To borrow Wortham’s turn of phrase, team communication tools used to be “emotionally arid.” Before recently, many workplaces were relegated to email, intranets, and instant messaging as their primary digital solutions. Two of those are point-to-point platforms, tools great for communicating between two people that become increasingly unwieldy as more people are added to, and become active in, the conversation. The other, intranets, is a systems to people platform, which may possess social functionality but are still designed around housing documents for processes and work.
As the offering of team communication tools has diversified, our ability to digitally communicate with emotional intelligence has deepened. We’ve quickly arrived at a savviness of knowing what’s appropriate and what’s inappropriate in these digital spaces. Now we’re trying to find out how much more depth can we create within these contextually appropriate tools.
Digital expressiveness isn’t a replacement for face-to-face conversation, but a means of enhancing it, and it’s entering the workplace at an opportune time. Deloitte Insights notes that the “‘essentially human’ parts of work are becoming more important” as a consequence of our increasingly automated and AI-enhanced work climate. Deloitte argues that skills for emotional intelligence, communication, and empathy will be necessary counterbalances in the future’s more robotic work climate. If that’s true, we need to harness them across all avenues available.

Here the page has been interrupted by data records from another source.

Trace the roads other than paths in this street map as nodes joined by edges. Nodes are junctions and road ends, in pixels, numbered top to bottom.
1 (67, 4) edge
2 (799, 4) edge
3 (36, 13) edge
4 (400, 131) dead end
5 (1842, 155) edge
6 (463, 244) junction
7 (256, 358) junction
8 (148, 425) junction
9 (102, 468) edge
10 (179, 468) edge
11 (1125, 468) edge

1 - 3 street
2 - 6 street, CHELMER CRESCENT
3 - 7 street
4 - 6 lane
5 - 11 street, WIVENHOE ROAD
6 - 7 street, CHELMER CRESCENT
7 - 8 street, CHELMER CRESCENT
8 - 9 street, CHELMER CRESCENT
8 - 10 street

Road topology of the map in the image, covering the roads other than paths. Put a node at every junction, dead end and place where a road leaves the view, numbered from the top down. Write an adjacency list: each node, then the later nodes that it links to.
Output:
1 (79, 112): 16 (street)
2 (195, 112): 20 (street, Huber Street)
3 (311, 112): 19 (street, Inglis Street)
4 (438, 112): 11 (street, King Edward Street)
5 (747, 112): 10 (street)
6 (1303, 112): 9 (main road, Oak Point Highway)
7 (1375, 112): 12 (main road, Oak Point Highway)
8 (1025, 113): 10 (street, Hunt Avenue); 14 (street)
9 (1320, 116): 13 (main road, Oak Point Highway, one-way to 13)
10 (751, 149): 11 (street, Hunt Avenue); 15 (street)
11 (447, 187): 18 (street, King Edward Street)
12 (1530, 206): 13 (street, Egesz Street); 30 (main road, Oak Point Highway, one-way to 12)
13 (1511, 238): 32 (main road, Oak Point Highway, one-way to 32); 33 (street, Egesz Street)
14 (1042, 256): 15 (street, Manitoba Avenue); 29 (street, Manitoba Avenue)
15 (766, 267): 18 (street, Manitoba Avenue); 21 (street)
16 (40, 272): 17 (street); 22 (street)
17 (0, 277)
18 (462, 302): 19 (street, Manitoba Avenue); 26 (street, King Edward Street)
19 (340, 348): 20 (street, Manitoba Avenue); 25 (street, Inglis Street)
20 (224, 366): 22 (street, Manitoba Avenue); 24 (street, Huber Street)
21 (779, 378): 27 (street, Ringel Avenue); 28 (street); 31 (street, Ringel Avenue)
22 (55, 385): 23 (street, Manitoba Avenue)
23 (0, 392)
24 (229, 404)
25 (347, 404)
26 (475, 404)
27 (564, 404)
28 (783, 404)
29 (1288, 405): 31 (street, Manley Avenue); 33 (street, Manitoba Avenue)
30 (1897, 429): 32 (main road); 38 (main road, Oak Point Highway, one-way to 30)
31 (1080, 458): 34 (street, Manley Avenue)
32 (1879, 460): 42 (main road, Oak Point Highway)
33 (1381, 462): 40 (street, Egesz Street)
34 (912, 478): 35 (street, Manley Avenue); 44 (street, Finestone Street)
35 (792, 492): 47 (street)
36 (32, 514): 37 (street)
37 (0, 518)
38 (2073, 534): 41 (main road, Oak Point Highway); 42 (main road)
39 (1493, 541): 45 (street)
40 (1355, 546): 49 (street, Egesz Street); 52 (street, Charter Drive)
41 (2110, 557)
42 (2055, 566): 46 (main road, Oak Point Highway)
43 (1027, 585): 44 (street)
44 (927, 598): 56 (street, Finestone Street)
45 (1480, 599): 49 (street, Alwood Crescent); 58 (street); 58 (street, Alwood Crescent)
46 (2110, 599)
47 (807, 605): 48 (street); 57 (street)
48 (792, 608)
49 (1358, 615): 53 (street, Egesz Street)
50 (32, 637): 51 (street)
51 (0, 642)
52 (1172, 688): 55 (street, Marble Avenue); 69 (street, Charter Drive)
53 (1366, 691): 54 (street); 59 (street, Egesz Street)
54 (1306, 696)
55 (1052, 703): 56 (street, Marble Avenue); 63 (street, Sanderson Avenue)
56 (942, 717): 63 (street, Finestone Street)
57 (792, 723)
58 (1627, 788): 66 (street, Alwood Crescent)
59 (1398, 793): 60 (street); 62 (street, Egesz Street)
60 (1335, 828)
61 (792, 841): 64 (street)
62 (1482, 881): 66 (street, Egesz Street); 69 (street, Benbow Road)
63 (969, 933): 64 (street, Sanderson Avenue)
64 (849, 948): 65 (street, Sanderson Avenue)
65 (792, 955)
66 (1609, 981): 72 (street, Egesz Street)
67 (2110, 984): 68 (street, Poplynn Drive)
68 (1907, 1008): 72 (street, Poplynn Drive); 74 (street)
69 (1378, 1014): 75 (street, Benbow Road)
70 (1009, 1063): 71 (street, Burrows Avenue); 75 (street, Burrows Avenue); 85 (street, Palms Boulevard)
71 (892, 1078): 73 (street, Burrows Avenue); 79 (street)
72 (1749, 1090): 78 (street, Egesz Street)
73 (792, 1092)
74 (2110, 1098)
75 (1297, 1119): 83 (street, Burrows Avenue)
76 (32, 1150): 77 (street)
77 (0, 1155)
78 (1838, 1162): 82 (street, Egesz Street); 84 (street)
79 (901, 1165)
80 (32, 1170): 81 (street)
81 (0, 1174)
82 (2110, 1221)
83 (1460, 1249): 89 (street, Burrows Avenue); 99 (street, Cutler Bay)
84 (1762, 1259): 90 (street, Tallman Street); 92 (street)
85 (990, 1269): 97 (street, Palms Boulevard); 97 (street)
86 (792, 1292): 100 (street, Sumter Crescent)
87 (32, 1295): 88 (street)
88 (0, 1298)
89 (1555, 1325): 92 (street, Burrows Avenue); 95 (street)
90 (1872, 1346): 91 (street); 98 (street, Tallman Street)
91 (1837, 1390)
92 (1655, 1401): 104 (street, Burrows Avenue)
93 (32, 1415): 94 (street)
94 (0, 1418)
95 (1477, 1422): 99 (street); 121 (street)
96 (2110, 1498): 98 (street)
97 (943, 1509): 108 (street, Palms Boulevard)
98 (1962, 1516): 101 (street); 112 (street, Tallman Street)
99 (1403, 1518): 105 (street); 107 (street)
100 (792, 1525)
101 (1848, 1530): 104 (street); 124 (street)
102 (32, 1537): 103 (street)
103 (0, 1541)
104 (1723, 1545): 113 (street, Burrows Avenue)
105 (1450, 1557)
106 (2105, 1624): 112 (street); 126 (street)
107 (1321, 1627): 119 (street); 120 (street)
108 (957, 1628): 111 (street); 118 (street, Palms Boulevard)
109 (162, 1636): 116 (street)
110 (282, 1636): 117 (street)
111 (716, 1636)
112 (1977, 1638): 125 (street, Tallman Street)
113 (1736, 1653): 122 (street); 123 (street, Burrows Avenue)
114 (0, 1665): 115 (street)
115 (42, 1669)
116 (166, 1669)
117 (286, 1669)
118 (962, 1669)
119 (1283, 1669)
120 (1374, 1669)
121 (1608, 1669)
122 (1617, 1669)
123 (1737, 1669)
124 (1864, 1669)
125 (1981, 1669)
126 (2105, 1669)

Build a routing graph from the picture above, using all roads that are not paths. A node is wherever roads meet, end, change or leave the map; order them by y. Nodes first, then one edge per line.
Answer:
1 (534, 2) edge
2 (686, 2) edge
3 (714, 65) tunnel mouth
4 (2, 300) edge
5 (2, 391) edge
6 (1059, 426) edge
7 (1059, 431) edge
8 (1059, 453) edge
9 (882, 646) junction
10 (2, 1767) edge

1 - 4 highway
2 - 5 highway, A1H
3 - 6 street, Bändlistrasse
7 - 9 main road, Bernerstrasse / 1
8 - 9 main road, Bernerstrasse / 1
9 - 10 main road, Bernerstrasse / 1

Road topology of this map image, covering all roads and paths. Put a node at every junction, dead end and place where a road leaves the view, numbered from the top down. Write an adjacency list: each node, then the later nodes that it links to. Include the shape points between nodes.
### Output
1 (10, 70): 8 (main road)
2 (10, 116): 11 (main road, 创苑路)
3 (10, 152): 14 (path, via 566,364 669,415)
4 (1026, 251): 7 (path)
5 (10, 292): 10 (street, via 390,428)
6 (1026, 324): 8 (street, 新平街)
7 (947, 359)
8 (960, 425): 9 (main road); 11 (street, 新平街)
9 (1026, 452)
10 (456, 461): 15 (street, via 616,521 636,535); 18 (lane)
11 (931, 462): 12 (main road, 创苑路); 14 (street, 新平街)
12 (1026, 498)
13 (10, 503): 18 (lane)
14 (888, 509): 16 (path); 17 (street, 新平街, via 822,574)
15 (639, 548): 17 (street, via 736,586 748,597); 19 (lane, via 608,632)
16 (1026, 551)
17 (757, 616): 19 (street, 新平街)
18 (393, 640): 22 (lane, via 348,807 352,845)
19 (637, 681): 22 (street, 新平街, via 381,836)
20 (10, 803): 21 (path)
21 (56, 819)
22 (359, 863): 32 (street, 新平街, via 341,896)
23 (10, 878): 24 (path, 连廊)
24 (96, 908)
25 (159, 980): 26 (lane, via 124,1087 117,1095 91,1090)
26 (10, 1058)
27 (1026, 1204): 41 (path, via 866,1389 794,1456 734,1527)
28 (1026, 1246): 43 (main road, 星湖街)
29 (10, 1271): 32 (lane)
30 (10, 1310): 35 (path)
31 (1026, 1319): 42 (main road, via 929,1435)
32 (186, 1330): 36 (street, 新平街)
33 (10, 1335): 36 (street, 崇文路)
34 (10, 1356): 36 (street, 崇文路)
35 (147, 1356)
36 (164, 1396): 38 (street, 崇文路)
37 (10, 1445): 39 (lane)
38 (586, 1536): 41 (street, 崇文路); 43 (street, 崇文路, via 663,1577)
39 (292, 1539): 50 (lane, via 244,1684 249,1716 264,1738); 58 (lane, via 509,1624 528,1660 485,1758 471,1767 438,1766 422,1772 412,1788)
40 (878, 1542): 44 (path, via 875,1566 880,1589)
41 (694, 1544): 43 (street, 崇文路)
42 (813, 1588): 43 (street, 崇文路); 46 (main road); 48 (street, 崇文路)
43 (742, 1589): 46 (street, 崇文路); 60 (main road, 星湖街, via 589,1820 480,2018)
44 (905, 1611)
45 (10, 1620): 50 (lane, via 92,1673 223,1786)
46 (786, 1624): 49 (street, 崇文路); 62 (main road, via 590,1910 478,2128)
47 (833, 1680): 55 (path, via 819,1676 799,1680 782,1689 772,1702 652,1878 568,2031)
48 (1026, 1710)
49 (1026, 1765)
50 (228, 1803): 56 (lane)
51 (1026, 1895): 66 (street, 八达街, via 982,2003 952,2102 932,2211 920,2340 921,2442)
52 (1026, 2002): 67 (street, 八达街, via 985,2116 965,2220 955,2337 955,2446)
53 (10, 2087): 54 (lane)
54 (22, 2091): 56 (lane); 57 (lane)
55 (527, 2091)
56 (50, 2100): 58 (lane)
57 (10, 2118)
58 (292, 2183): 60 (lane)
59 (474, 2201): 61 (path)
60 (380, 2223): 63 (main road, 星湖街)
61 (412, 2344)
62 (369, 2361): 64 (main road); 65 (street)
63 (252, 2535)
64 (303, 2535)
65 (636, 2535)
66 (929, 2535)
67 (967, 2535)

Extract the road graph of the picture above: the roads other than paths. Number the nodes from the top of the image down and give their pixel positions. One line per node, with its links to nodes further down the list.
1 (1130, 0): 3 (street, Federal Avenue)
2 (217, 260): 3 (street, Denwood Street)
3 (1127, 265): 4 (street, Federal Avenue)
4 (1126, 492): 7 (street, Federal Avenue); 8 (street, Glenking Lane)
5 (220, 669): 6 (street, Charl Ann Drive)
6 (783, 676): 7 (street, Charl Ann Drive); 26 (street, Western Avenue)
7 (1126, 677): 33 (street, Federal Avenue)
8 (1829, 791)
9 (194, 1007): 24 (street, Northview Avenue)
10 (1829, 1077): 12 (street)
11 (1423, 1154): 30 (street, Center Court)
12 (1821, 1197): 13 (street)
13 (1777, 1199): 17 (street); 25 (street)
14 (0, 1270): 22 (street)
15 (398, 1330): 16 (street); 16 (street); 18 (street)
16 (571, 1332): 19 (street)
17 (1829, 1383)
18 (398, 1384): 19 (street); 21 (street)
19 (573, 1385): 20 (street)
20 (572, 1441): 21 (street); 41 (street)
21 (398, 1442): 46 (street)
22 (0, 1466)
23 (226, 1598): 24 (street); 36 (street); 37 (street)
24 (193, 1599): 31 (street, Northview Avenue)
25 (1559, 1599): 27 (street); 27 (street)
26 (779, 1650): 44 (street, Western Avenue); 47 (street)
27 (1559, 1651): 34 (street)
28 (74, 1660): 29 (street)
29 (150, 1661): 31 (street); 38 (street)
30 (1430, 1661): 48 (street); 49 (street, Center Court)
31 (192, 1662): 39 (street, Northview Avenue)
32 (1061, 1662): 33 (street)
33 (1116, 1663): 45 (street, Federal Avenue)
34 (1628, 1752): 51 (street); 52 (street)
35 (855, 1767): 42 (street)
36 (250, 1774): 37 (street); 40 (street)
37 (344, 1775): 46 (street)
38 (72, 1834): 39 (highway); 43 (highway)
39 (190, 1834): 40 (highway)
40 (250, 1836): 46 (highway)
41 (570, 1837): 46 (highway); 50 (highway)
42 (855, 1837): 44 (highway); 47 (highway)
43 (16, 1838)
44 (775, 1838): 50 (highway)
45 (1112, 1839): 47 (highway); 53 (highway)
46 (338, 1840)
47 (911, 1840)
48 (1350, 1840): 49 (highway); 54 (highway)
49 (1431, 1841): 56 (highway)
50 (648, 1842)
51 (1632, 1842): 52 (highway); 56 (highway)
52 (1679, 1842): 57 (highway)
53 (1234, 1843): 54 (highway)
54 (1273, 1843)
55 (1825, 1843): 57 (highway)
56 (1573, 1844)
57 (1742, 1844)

Just like we can’t unmake Facebook, we can’t erase the profound impact digital communication has already made on work. The less robotic and more expressive, emotional, and empathetic we can be with it, the better. That’s what will create the ties that bind, producing a sense of purpose and workplace engagement. We’re just now scratching the surface of what we can do with team communication tools. With the technology we have today, we might not be able manage the depth and patience required for Chittenden’s concept of human conversation. But who knows? Maybe the next big disruption will get us closer.